Lecture 5 REVISED Flashcards
distribution = ?
a collection of data/scores
how are the values of a distribution ordered?
commonly ordered (e.g., smallest to largest)
steps to building a discrete probability distribution
- define the random variable
- identify values for the random variable
- assign probabilities to values of the random variable
what are the two general requirements for discrete distributions?
every probability is greater than or equal to 0
the sum of all probabilities must equal 1
how to calculate expected value/mean of a random variable?
multiply every variable by their probability and then sum up all the outcomes
how to calculate the variance of a random variable?

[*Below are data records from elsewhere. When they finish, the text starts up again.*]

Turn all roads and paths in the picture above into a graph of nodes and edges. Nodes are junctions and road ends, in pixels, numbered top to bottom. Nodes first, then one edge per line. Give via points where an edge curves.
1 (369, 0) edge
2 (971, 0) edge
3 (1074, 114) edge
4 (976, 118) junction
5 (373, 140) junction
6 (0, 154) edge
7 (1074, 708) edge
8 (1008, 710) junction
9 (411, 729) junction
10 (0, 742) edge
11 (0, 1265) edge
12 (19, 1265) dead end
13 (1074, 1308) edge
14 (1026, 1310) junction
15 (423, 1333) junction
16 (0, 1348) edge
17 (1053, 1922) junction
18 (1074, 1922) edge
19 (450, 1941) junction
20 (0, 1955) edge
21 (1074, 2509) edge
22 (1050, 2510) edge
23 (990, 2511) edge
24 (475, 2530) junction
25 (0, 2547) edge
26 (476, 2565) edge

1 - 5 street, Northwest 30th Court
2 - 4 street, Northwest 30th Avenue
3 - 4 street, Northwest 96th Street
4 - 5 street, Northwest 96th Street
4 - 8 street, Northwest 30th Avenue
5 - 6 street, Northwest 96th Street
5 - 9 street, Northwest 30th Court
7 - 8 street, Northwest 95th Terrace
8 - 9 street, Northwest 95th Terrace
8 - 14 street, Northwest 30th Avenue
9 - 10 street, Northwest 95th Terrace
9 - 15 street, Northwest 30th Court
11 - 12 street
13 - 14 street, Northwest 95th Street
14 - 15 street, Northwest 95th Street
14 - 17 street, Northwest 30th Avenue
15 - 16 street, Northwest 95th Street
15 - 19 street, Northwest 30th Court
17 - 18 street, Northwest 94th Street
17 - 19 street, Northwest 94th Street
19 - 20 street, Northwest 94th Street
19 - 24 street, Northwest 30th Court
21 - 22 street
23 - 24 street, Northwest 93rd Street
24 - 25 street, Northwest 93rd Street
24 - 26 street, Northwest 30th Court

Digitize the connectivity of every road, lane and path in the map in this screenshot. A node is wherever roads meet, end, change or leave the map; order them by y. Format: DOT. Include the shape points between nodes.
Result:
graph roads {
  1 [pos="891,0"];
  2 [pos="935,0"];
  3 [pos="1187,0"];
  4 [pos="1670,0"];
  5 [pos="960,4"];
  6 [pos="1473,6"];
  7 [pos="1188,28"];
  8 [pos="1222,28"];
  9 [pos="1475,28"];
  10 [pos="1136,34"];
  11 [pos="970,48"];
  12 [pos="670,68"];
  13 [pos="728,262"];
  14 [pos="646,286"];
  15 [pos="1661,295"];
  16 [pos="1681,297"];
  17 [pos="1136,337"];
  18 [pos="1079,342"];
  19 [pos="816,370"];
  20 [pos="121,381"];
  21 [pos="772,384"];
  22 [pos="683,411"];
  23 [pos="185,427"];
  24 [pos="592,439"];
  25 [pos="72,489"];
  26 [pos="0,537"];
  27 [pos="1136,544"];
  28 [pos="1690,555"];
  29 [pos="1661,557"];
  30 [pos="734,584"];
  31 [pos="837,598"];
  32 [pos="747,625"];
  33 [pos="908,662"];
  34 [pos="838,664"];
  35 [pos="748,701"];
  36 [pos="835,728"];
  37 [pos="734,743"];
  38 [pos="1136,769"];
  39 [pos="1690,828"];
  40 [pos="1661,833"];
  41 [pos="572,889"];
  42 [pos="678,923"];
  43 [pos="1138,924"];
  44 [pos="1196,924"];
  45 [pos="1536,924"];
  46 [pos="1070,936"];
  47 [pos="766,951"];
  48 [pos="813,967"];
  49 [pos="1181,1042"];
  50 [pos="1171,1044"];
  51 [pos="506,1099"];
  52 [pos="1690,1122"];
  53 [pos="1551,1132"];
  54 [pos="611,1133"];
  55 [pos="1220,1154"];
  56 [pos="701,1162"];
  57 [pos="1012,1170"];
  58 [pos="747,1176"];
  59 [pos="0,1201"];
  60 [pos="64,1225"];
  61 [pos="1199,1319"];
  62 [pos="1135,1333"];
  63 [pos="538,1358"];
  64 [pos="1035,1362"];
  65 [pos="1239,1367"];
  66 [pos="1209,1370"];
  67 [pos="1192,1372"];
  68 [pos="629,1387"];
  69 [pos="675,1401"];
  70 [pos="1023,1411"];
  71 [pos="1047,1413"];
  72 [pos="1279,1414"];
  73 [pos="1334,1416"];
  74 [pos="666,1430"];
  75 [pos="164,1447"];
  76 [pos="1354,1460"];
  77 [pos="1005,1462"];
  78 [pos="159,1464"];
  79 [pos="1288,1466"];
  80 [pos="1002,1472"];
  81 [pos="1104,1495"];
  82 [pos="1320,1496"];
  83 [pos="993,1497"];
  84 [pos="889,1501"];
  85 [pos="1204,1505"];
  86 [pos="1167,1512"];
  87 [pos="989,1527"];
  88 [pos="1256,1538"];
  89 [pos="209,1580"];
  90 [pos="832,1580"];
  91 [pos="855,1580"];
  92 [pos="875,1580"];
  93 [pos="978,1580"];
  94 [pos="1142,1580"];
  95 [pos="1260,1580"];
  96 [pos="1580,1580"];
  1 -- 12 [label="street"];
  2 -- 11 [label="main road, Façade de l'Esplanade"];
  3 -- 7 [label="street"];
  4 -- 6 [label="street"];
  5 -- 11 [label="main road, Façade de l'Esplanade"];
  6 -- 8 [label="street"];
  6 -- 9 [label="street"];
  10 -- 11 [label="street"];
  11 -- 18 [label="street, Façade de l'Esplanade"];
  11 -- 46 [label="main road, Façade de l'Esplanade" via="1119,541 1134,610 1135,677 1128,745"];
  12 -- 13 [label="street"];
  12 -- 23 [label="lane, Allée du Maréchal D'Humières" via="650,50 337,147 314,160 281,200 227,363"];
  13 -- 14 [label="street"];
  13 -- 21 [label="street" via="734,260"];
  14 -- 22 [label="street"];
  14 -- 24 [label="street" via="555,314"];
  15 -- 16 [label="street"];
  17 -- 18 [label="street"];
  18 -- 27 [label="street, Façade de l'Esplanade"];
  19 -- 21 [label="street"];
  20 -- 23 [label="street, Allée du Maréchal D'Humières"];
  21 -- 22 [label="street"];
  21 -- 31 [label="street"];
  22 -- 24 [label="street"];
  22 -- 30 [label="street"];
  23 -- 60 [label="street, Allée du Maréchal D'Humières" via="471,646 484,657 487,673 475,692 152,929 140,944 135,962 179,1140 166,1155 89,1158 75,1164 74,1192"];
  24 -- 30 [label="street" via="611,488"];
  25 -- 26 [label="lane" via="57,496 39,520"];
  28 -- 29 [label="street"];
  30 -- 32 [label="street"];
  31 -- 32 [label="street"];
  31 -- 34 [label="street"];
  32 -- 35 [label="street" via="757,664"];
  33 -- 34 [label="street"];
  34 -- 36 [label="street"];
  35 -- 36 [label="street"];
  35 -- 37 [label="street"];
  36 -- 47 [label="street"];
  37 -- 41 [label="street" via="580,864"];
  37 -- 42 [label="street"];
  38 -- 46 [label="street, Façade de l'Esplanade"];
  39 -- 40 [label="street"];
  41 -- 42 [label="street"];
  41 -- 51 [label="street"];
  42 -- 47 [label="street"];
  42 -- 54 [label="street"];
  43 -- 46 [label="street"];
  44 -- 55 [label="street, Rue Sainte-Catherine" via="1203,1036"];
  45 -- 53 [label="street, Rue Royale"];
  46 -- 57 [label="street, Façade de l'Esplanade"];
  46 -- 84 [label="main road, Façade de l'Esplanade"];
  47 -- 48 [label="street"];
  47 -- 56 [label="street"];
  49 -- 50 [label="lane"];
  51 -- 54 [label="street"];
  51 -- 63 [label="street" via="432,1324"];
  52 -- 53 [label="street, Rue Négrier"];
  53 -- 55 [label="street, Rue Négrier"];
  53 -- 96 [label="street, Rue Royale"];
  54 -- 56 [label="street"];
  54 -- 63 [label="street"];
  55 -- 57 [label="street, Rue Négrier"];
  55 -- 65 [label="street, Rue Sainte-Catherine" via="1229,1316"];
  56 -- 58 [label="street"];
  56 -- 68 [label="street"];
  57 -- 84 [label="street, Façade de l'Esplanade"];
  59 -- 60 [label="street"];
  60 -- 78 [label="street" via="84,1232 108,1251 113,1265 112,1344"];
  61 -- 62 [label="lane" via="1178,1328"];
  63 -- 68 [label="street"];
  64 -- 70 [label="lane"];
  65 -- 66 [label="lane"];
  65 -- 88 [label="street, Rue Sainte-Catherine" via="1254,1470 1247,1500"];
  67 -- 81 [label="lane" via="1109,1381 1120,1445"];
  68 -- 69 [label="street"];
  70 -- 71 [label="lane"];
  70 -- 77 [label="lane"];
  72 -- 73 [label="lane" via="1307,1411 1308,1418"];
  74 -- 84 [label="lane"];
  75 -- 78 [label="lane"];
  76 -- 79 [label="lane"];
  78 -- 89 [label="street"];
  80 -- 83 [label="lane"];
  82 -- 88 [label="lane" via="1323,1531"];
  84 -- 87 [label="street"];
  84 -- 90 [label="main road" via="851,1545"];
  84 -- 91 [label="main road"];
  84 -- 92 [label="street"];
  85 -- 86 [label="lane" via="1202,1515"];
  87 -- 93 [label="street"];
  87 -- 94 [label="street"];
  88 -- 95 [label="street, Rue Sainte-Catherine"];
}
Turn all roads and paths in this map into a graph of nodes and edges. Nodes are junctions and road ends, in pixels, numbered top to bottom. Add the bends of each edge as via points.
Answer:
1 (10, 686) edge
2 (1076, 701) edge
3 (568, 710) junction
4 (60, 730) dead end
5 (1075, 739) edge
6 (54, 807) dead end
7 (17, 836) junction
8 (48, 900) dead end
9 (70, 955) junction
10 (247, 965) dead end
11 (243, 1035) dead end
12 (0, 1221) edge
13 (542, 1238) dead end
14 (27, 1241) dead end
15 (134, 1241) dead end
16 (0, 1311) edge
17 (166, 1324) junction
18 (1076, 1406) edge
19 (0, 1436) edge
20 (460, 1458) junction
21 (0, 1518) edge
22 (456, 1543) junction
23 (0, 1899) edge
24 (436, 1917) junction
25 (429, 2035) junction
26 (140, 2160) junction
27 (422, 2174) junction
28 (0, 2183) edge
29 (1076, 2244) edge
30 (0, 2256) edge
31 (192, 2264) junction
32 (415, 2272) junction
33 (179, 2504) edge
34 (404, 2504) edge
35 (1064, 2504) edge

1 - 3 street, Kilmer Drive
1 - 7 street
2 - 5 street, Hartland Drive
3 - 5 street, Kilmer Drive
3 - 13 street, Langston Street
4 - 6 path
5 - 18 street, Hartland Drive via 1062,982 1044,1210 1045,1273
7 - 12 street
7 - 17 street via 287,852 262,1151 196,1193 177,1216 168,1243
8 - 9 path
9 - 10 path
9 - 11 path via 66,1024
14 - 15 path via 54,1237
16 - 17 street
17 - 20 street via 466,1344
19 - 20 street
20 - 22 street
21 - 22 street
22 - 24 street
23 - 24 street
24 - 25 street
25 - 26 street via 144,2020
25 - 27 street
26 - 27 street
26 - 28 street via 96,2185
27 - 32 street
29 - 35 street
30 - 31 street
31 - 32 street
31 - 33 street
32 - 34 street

- subtract the data point from the mean
- square the difference
- multiply the difference by the probability
- sum up all the squared deviations*probabilities
normal distribution
most popular distribution
represents many natural phenomena
bell shaped, relatively symmetrical curve
what is the highest point on a normal distribution curve?
the mean (which is also the mode & median)
what is standard normal distribution?
special normal distribution with a mean of 0 and a standard deviation of 1
standard normal distribution is centred at 0 and has intervals that increase by 1
each number on horizontal axis is a z-score
what do z-scores tell us?
tells us how many standard deviations a data point is from the mean
e.g., z-score -2 is 2 standard deviations to the left of the mean 0
what does a z-score table tell us?
tells us the total amount of area contained to the left of z
how do you calculate the area to the right of z?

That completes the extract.